Could this love affair end badly? House prices in France zoomed up 16.4% in 2003, well above the 10% increase in Britain, according to the Bank for International Settlements. Many French, spooked by global stock market gyrations, are also investing in property. So far, French policymakers have said little publicly about the trend -- but that could change. Spain's central bank warned of a housing bubble after prices there rose 17.3% in 2003.

Some experts say the market is starting to cool, as bargains grow scarcer. Sébastien Duquesne, who heads the international buyers' unit at Abbey National France, says the bank expects its total loan volume this year to be about the same as in 2003. "This market has reached its maturity," he says.

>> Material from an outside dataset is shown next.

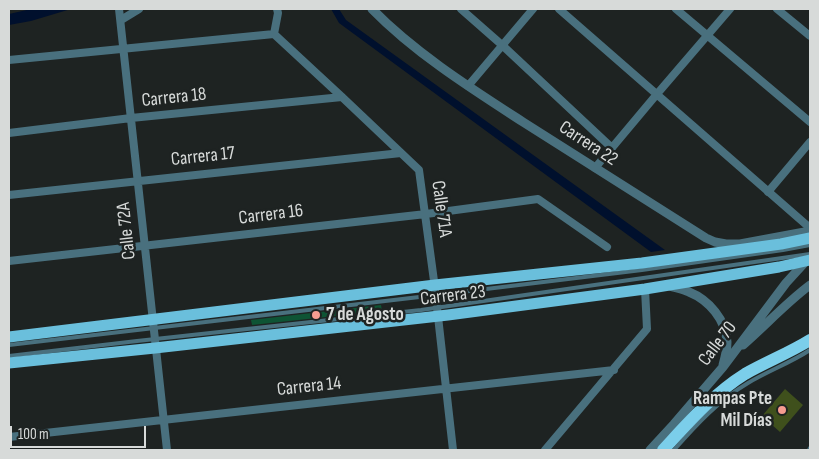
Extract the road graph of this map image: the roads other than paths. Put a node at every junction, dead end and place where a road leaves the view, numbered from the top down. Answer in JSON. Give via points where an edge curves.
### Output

But the siren song of la belle France hasn't faded for Richard Pullen, an ex-investment banker who settled in the Languedoc hamlet of Autignac with his lawyer wife and two children. "We seemed to spend all our time racing between picking children up from school, rushing to work, and rushing out again," Pullen says of their old life. Last year, after selling their London house, the Pullens bought a place in Autignac for $165,000. Their bed-and-breakfast opens soon.

Likewise, the Battys are happy with their new life, though they arrived speaking little French and had to clear several bureaucratic hurdles to reopen the bar. But the business already has its regulars, including the local pétanque club, and Mrs. Batty shares her private stash of English tea bags with favored customers. Seems as if the Anglo-Saxons are in France to stay.